The window was opened by the school board, but the union's members did not change their minds.
"Today was the 30th day," said district superintendent Sandra Fellin. "At this time, we start from zero on both sides."
She stressed an offer of a retroactive pay increase for the teachers is now gone and won't be put back on the negotiating table.
She said that was made very clear to the Saucon Valley Education Association, the 185-member teachers union, when it was given 30 more days to accept a contract.
The teachers have been working without a new contract since June 2012.
On Feb. 24, members of the union rejected a tentative agreement that had been reached on Jan. 30 between the school district and their negotiating team.
On Feb. 25, the school board decided to give the union 30 more days to reconsider.
"Our understanding is they have removed their past negotiating team, which had been in place for the past two years, and are appointing all new negotiators from the union side," said Fellin. "We have yet to hear who they are or when they would like to meet again."
School board member Edward Inghrim, who is the board's chief contract negotiator, said he has no idea what's going to happen next.
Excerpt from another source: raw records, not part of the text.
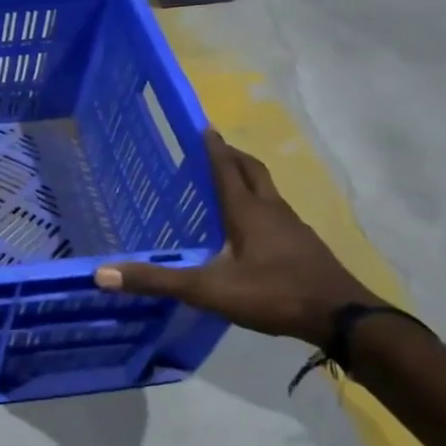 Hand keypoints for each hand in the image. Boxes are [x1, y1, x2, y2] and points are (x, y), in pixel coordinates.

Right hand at [94, 129, 383, 345]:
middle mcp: (272, 211)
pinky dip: (262, 207)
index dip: (213, 148)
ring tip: (229, 183)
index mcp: (247, 212)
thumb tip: (102, 274)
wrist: (343, 318)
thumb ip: (158, 280)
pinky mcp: (306, 247)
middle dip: (233, 156)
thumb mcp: (208, 290)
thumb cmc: (273, 294)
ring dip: (248, 180)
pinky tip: (254, 229)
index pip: (226, 169)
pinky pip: (278, 214)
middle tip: (214, 148)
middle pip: (253, 172)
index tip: (203, 126)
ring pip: (268, 192)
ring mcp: (294, 229) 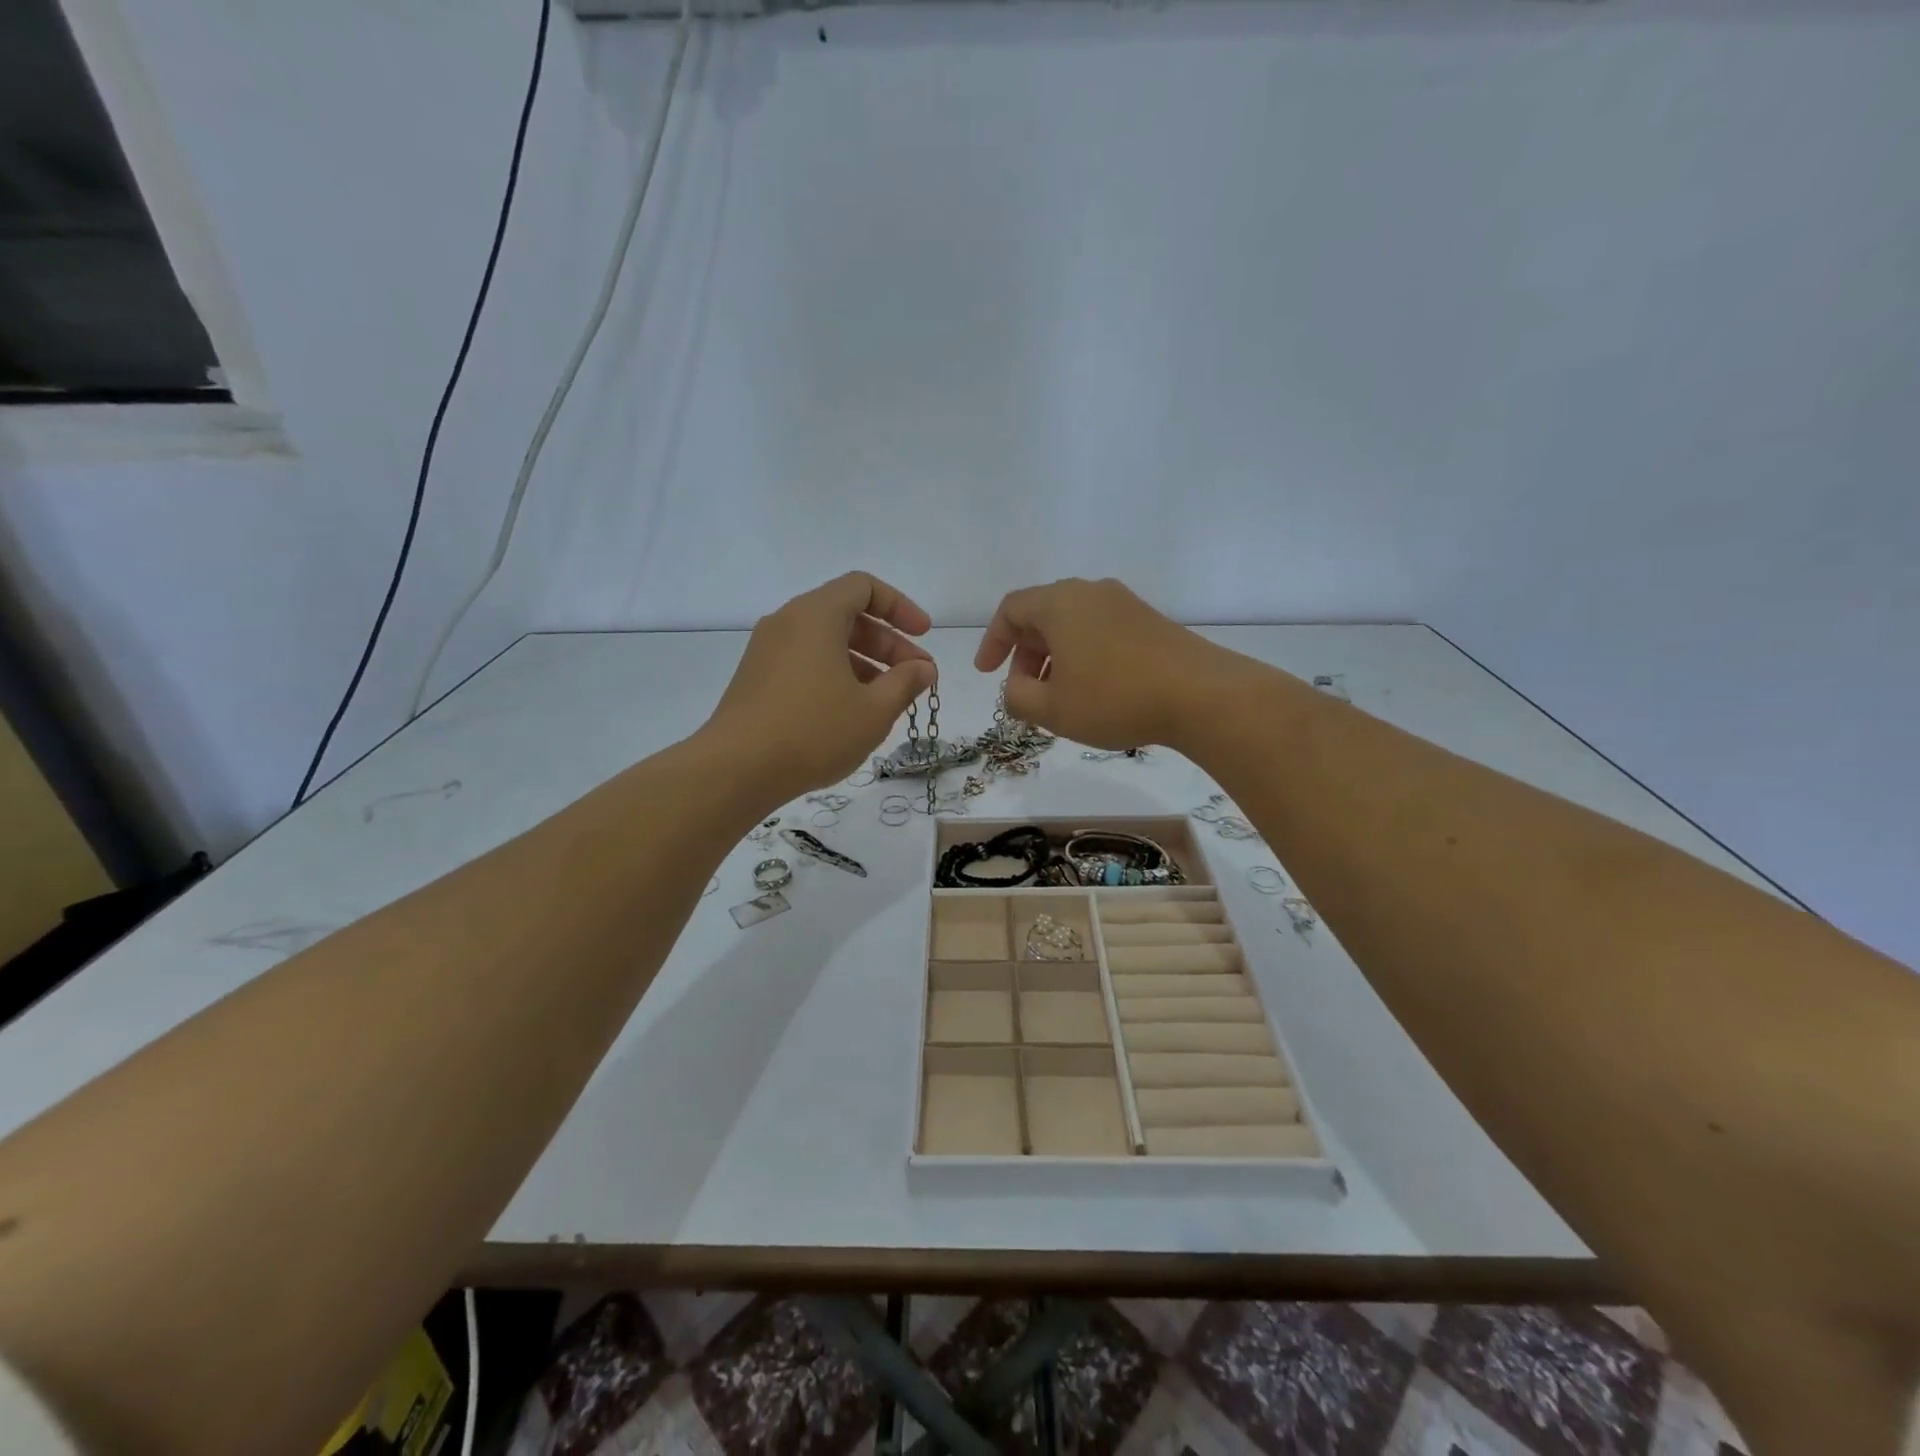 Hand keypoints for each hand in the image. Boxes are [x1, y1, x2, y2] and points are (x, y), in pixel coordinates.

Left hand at [707, 572, 935, 804]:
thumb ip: (905, 683)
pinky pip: (805, 662)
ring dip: (864, 662)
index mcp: (816, 615)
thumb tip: (923, 668)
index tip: (923, 637)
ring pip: (825, 642)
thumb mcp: (873, 710)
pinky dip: (835, 674)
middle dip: (887, 643)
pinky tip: (851, 712)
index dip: (900, 607)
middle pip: (846, 615)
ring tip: (888, 699)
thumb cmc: (813, 732)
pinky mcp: (756, 679)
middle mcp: (787, 622)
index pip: (863, 587)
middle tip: (915, 677)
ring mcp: (767, 651)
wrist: (736, 770)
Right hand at [974, 577, 1231, 750]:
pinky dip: (1084, 657)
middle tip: (1024, 692)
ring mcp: (1125, 604)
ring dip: (1055, 659)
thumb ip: (1017, 697)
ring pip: (1073, 625)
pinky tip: (1094, 692)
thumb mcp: (1052, 709)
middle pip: (1042, 615)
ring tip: (1059, 698)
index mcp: (1060, 602)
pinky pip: (1101, 632)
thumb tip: (1015, 688)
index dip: (992, 641)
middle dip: (1025, 654)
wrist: (1201, 695)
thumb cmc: (1114, 698)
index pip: (1011, 609)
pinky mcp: (1150, 622)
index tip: (987, 673)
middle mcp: (1091, 592)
"We are waiting to hear from the association," confirmed Atty. Mark Fitzgerald, the school district's solicitor. "The ball is completely in their court."
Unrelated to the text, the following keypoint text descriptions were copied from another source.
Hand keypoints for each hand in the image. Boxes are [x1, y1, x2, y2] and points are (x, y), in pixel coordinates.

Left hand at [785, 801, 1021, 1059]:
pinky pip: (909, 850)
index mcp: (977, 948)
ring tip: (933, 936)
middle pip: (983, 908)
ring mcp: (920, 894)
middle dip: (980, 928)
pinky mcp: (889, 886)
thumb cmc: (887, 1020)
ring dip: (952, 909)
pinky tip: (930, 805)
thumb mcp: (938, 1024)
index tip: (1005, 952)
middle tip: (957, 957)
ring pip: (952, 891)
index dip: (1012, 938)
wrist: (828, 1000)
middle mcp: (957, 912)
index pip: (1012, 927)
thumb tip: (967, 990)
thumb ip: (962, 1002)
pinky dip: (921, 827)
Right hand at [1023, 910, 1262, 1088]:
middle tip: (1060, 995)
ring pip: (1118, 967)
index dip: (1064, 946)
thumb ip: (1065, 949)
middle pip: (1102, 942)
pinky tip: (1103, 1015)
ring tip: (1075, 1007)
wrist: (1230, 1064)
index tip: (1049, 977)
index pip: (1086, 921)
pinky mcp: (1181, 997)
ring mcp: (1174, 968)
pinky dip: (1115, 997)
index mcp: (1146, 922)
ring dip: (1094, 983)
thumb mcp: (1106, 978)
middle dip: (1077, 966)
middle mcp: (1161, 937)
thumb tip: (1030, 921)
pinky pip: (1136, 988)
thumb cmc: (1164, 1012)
Fitzgerald said the union has to establish a new negotiating committee, inform the school district about who is on that committee and "articulate their position."
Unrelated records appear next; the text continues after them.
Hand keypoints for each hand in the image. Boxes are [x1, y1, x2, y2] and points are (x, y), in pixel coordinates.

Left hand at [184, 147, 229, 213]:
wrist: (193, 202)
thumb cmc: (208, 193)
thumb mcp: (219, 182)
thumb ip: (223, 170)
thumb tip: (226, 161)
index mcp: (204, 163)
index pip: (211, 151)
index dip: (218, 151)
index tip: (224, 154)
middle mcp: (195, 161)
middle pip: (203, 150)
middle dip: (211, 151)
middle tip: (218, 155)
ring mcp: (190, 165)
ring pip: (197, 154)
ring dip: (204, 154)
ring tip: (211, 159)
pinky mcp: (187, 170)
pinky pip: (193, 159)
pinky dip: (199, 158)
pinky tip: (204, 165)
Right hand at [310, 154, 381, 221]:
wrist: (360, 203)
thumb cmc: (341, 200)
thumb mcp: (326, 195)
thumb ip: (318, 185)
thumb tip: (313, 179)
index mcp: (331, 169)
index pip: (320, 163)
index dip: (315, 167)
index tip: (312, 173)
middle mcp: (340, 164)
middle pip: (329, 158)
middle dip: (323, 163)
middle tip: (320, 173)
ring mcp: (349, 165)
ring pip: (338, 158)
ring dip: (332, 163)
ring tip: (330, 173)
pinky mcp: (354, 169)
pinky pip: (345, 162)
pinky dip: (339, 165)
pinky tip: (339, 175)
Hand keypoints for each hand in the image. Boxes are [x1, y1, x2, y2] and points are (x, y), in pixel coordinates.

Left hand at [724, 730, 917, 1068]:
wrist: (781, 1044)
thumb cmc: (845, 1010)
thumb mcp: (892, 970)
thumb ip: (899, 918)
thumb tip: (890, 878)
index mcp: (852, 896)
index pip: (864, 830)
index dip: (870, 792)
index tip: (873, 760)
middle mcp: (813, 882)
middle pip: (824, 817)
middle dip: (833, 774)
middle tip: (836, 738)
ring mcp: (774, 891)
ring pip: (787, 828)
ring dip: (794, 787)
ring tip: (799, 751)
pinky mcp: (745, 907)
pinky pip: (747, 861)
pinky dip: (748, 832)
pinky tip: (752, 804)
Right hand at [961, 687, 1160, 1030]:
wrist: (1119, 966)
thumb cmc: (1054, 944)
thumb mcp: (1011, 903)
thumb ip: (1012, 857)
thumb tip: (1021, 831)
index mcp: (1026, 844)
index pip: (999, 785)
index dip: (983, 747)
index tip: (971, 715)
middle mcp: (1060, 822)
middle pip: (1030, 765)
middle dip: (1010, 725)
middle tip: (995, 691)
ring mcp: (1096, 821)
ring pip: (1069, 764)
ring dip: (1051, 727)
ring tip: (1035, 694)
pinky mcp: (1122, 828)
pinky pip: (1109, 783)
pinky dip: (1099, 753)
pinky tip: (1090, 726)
Inghrim said the negotiating team the union previously had in place "was a reasonable team." And he stressed it was the teacher's union that wanted an independent fact-finder brought in.
Inghrim said the 30-day period was for the union to reconsider the contract recommendations made by that fact-finder. He said the school board was willing to honor the fact-finder's recommendations for 30 days.
Inghrim said there are several options when contract negotiations meet a stalemate: fact-finding, non-binding arbitration and binding arbitration. He said the union asked for a fact-finder. He explained fact-finders look at both positions and come up with "a reasonable compromise."
Inghrim said the union has rejected the fact-finder's recommendations three times since last October.
Inghrim said the board voted to extend the offer for 30 days in hopes the union would reconsider and approve the contract, "which means they would have gotten raises for this year."
He said the fact-finder recommended pay raises for teachers should be retroactive until January. He said raises typically begin in September.
"Some people say that deal's off the table now, there's no raise this year," said Inghrim. However, he said when going back into negotiations "you never know what's going to happen...everything's on the table."
The board negotiator said teachers still are working under the contract that expired in 2012. "That only thing that doesn't occur is they don't get any raises. But everything else is basically in place."
Points of contention
Inghrim said salary is one major unresolved issue.
Another is that the school board is asking union members to pay a greater share of their health care benefits.
He said the board also wants to eliminate an open-ended incentive intended to spur early retirements.
"The way our contract is set up, there's no incentive to leave, so nobody leaves early. Ours doesn't have an end date. It goes on and on. The teachers basically wait until they're full pension eligible and then they say 'give me my retirement incentive.' Well, what's the incentive?"